Facebook will collect Social Security numbers for political ads
Facebook announced last week that it will require the last four digits of a Social Security number, a US address, and a government-issued ID from anyone who wants to run a political advertisement.
After Facebook verifies the submitter’s information, Facebook will send a verification code, which the submitter can enter to upload their political ad.
This strategy stems primarily from a disruptive campaign by a Russian government-linked group that bought thousands of ads to sway users in the 2016 presidential election. According to Facebook, eleven million people saw the ads purchased by this troll group.
Although this policy change is overall beneficial to the American public, it is also somewhat cumbersome. For an ad to be considered “political” and go through this process, it must fall under one of twenty categories, including education, health, immigration, military, and terrorism.

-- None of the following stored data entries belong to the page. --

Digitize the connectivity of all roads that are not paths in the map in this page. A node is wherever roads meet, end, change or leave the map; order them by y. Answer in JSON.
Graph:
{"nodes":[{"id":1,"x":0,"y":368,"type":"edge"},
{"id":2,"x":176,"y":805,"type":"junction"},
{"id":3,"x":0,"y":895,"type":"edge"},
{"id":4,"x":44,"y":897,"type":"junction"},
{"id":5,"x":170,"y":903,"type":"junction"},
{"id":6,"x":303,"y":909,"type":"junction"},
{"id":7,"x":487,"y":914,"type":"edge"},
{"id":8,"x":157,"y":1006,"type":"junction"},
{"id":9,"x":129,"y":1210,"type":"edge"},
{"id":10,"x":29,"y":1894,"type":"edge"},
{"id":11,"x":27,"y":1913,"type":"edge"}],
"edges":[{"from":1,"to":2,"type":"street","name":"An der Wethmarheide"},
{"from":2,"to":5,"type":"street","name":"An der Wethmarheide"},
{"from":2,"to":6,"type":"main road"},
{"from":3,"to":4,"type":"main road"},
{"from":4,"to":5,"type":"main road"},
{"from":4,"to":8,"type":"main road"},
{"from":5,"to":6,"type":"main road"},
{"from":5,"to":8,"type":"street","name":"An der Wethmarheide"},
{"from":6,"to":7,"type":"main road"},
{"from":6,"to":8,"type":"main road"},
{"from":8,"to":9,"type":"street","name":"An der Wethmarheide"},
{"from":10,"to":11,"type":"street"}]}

Hence, this policy does not just apply to political candidate ads – although that is a major part of it. If a government official or political candidate is even mentioned in the advertisement, it must go through the many steps of this policy.
This will prove to be very tedious for firms who run ads in the Super Bowl, for example, who often convert those television ads to Facebook ads. Annually, the advertisements have become more and more progressive and socially applicable, which may make them fall under the same umbrella. This policy could potentially ignite a decline in this trend and force advertisers to choose less political topics for their ads.
Additionally, the news of the policy disgruntled news outlets. The News Media Alliance, a group who represents journals like the Wall Street Journal and New York Times, asked to be exempt from the new policy. The group argued that reporting news about politics is much different than sharing a partisan opinion and pushing that agenda through ads. Facebook recognized this as a legitimate argument and stated that it will decide how best to move forward.
The social media platform stated that this policy will likely create 4,000 jobs – people who will review and verify political ads and applicants.
Facebook is under extreme scrutiny from the public right now after its Cambridge Analytica data scandal, and it is doing all it can to fix the problems it created. However, no matter what the popular social media platform does, it will still have critics and distrusters.